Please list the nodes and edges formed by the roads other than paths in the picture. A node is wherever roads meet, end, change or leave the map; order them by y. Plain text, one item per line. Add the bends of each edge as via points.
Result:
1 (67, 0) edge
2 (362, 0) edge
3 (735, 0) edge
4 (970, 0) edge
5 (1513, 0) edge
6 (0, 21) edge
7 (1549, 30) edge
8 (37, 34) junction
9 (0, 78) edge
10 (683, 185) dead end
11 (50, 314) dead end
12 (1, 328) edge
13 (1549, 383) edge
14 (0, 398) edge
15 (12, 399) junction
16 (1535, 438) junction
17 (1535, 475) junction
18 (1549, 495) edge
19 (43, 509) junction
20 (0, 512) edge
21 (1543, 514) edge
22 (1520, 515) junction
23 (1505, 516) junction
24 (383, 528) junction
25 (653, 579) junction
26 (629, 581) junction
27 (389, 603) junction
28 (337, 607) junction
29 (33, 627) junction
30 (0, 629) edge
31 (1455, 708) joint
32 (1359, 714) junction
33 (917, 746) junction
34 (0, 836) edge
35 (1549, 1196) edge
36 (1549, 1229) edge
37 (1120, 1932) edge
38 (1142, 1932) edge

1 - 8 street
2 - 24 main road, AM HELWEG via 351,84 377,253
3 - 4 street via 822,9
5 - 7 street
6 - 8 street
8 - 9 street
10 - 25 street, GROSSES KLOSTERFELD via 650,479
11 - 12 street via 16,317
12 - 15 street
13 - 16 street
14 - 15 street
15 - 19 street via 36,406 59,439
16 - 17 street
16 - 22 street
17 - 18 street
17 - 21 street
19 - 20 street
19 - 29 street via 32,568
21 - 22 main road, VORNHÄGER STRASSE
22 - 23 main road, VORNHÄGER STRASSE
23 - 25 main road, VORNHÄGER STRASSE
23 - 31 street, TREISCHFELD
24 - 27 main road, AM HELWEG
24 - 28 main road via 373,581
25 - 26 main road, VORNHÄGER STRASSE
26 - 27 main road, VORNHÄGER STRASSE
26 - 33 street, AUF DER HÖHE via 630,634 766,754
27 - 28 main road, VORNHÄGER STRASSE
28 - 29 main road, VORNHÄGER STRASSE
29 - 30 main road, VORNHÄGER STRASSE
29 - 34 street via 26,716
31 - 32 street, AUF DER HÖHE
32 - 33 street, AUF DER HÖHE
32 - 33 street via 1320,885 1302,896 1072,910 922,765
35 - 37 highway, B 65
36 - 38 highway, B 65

- _What to produce_: The lines to return are those holding the string "main" anywhere in the listing above.

- _Exercise solution_:
2 - 24 main road, AM HELWEG via 351,84 377,253
21 - 22 main road, VORNHÄGER STRASSE
22 - 23 main road, VORNHÄGER STRASSE
23 - 25 main road, VORNHÄGER STRASSE
24 - 27 main road, AM HELWEG
24 - 28 main road via 373,581
25 - 26 main road, VORNHÄGER STRASSE
26 - 27 main road, VORNHÄGER STRASSE
27 - 28 main road, VORNHÄGER STRASSE
28 - 29 main road, VORNHÄGER STRASSE
29 - 30 main road, VORNHÄGER STRASSE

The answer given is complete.